The resulting and sustained dramatic reduction in passenger numbers had a damaging impact on the capital’s transport network. In the Square Mile, this was highlighted by the closure of the Waterloo & City line.
So I am delighted that the service, known as “The Drain”, finally reopened last week – bringing with it a welcome sense of normality. I had the pleasure of being on board one of the first trains to run alongside the Mayor of London, TfL officials and a small number of City workers. The early reopening of this line reconnects those based in Surrey and beyond with the Square Mile, marking a very exciting and promising moment in our recovery.
It is also an important milestone for TfL. The pandemic-induced drop in TfL income and impact on its budget is of significant concern for the very fact that, in many ways, the capital’s ecosystem relies on a world-leading transportation network. London’s workers, visitors and residents depend on it as they go about their business and leisure so the repercussions of losing or reducing this vital service should not be understated.

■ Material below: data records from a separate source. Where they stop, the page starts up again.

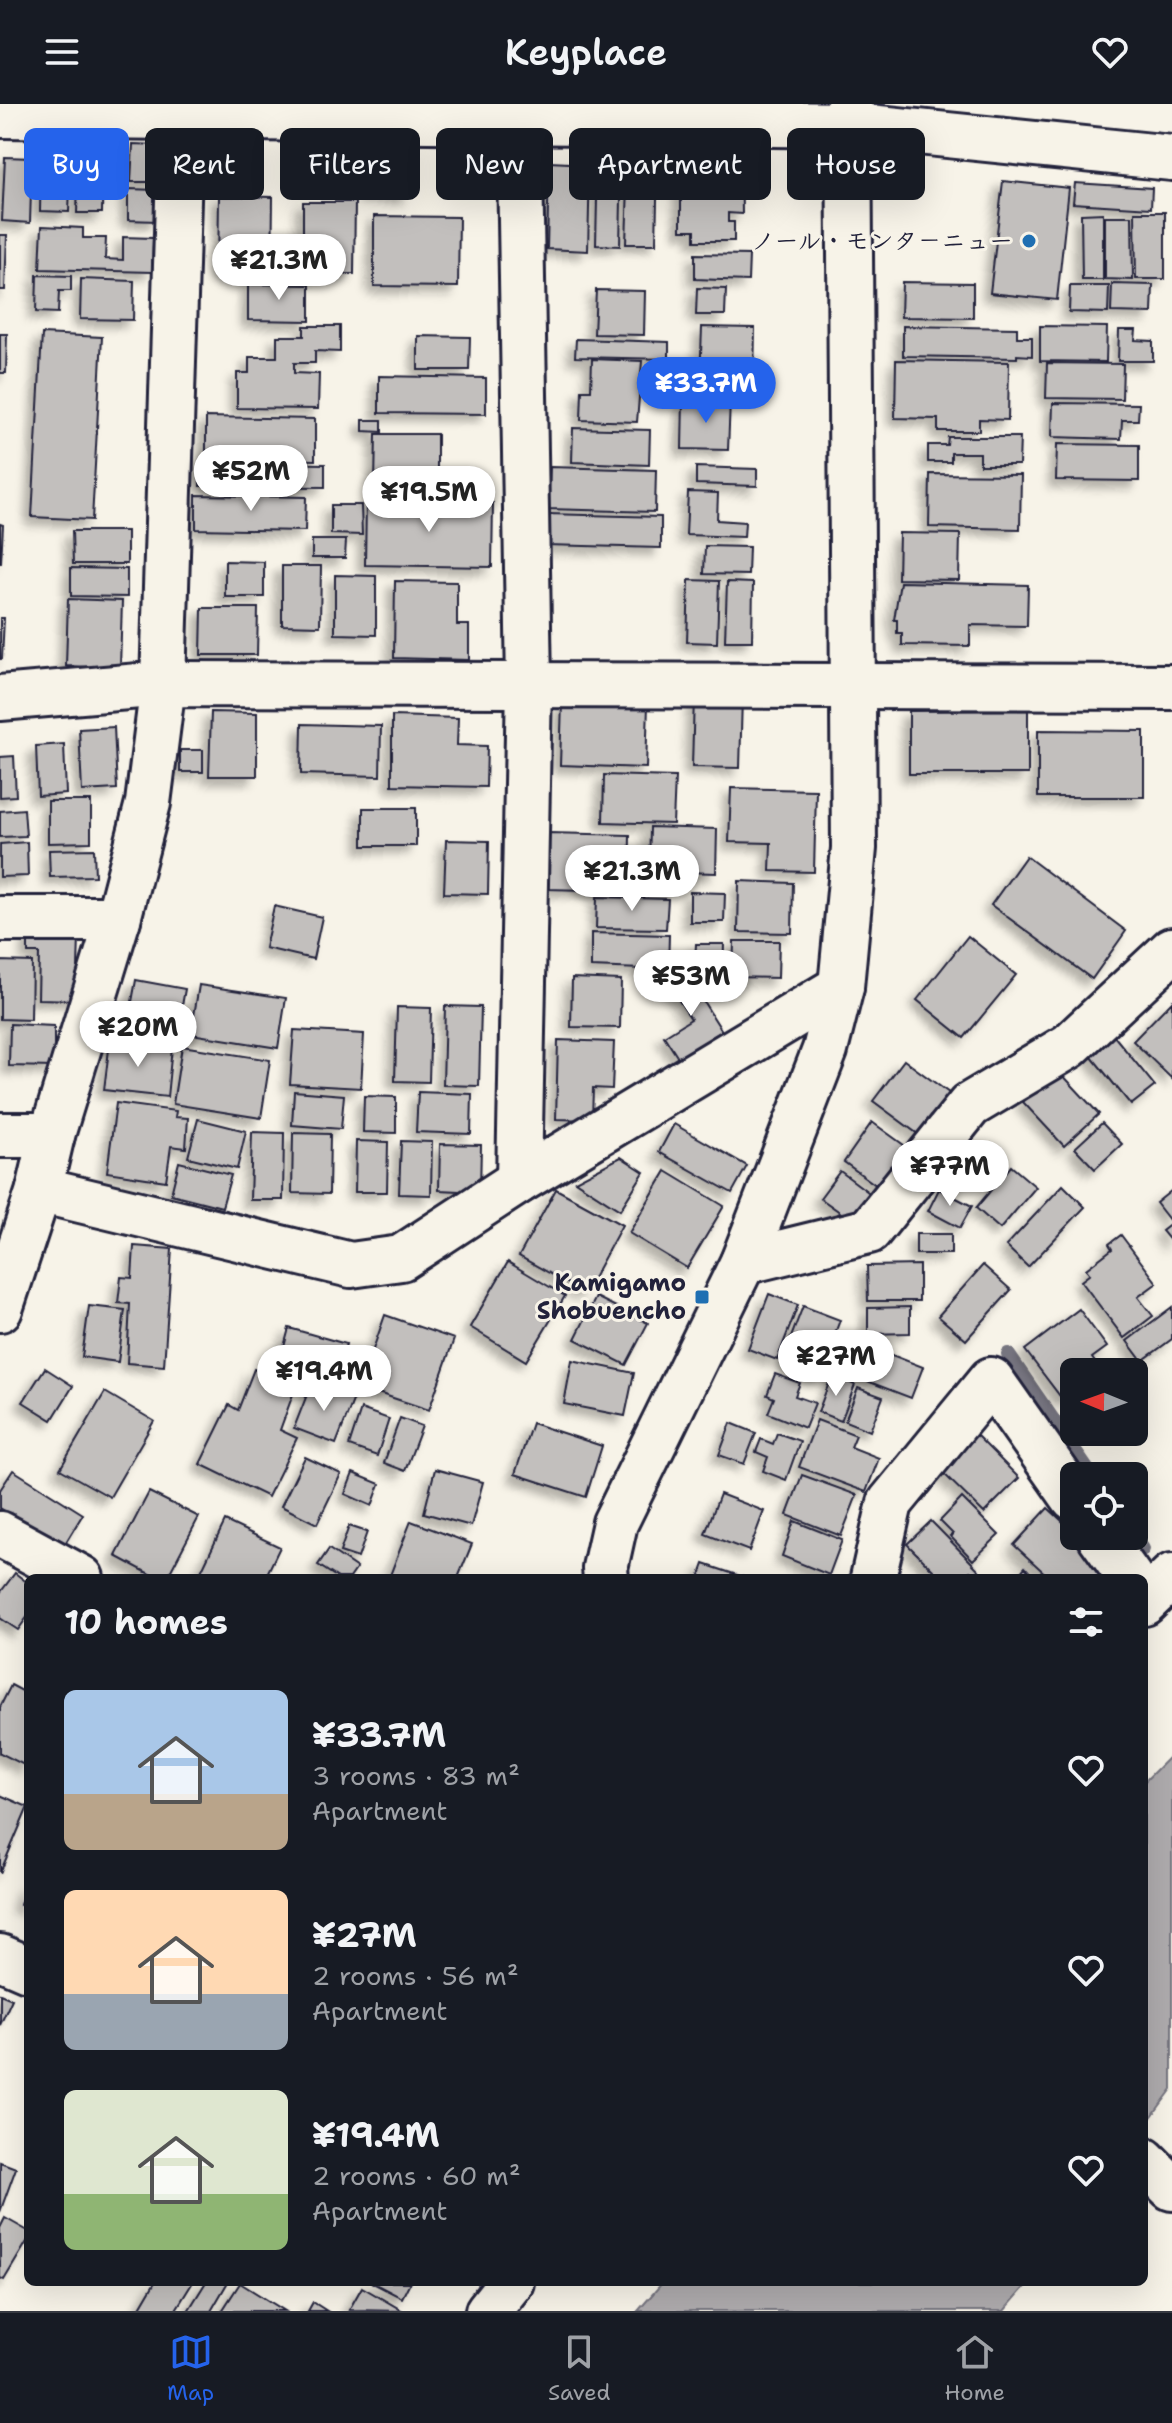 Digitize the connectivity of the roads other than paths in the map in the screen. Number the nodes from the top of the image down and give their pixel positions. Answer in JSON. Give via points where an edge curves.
{"nodes":[{"id":1,"x":181,"y":111,"type":"edge"},
{"id":2,"x":520,"y":113,"type":"edge"},
{"id":3,"x":849,"y":114,"type":"edge"},
{"id":4,"x":0,"y":115,"type":"edge"},
{"id":5,"x":1172,"y":158,"type":"edge"},
{"id":6,"x":163,"y":684,"type":"junction"},
{"id":7,"x":529,"y":684,"type":"junction"},
{"id":8,"x":852,"y":685,"type":"junction"},
{"id":9,"x":1172,"y":687,"type":"edge"},
{"id":10,"x":0,"y":698,"type":"edge"},
{"id":11,"x":0,"y":919,"type":"edge"},
{"id":12,"x":118,"y":919,"type":"junction"},
{"id":13,"x":1172,"y":950,"type":"edge"},
{"id":14,"x":841,"y":987,"type":"junction"},
{"id":15,"x":0,"y":1135,"type":"edge"},
{"id":16,"x":52,"y":1135,"type":"junction"},
{"id":17,"x":519,"y":1181,"type":"junction"},
{"id":18,"x":39,"y":1190,"type":"junction"},
{"id":19,"x":743,"y":1262,"type":"junction"},
{"id":20,"x":0,"y":1309,"type":"edge"},
{"id":21,"x":1060,"y":1478,"type":"edge"},
{"id":22,"x":0,"y":1534,"type":"edge"},
{"id":23,"x":1112,"y":1550,"type":"edge"},
{"id":24,"x":74,"y":1574,"type":"edge"},
{"id":25,"x":602,"y":1574,"type":"edge"},
{"id":26,"x":874,"y":1574,"type":"edge"},
{"id":27,"x":1132,"y":1574,"type":"edge"},
{"id":28,"x":0,"y":1957,"type":"edge"},
{"id":29,"x":24,"y":1967,"type":"edge"},
{"id":30,"x":1148,"y":2164,"type":"edge"},
{"id":31,"x":1172,"y":2188,"type":"edge"},
{"id":32,"x":508,"y":2286,"type":"edge"},
{"id":33,"x":488,"y":2311,"type":"edge"}],
"edges":[{"from":1,"to":2,"type":"street"},
{"from":1,"to":4,"type":"street"},
{"from":1,"to":6,"type":"street"},
{"from":2,"to":3,"type":"street"},
{"from":2,"to":7,"type":"street"},
{"from":3,"to":5,"type":"street"},
{"from":3,"to":8,"type":"street"},
{"from":6,"to":7,"type":"street"},
{"from":6,"to":10,"type":"street"},
{"from":6,"to":12,"type":"street","via":[[148,803]]},
{"from":7,"to":8,"type":"street"},
{"from":7,"to":17,"type":"street"},
{"from":8,"to":9,"type":"street"},
{"from":8,"to":14,"type":"street","via":[[854,848]]},
{"from":11,"to":12,"type":"street"},
{"from":12,"to":16,"type":"street"},
{"from":13,"to":19,"type":"street","via":[[1069,1046],[970,1105],[869,1231]]},
{"from":14,"to":17,"type":"street"},
{"from":14,"to":19,"type":"street","via":[[825,1050]]},
{"from":15,"to":16,"type":"street"},
{"from":16,"to":18,"type":"street"},
{"from":17,"to":18,"type":"street","via":[[401,1258],[351,1265]]},
{"from":18,"to":20,"type":"street"},
{"from":19,"to":25,"type":"street","via":[[615,1523]]},
{"from":21,"to":26,"type":"street","via":[[991,1380],[890,1503]]},
{"from":22,"to":24,"type":"street"},
{"from":23,"to":27,"type":"street"},
{"from":28,"to":29,"type":"street"},
{"from":30,"to":31,"type":"street"},
{"from":32,"to":33,"type":"street"}]}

TfL recently revealed it had negotiated a further funding agreement with the Government which expires in mid-December. We welcome the assurance this settlement gives London’s commuters and the businesses – especially those that rely on commuter traffic for trade – but this deal only brings certainty until the end of 2021.
It is now absolutely essential that the Government and TfL deliver on the commitment to finding a sustainable, long-term solution. This is vital so that people and businesses across the capital can plan for the long-term future with confidence.
Over recent weeks, public transport passenger numbers have been climbing as Londoners return to their place of work (where they are unable to work from home) or for social engagements. The City is certainly getting noticeably busier as the weeks go on, and it is wonderful to have life and vibrancy back in the Square Mile. There is no escaping that the pandemic has accelerated the shift to flexible working patterns, but it is increasingly clear that the office is still very much a core element of business.
The City of London Corporation is absolutely ready to welcome more people back to the Square Mile as soon as Government guidance allows. I hope to see more commuters on the Tube and buses once additional information on when workers can return to offices is set out in the near term. In the meantime, Londoners should continue to follow Government advice as we move towards Step Four of the roadmap of the easing of restrictions.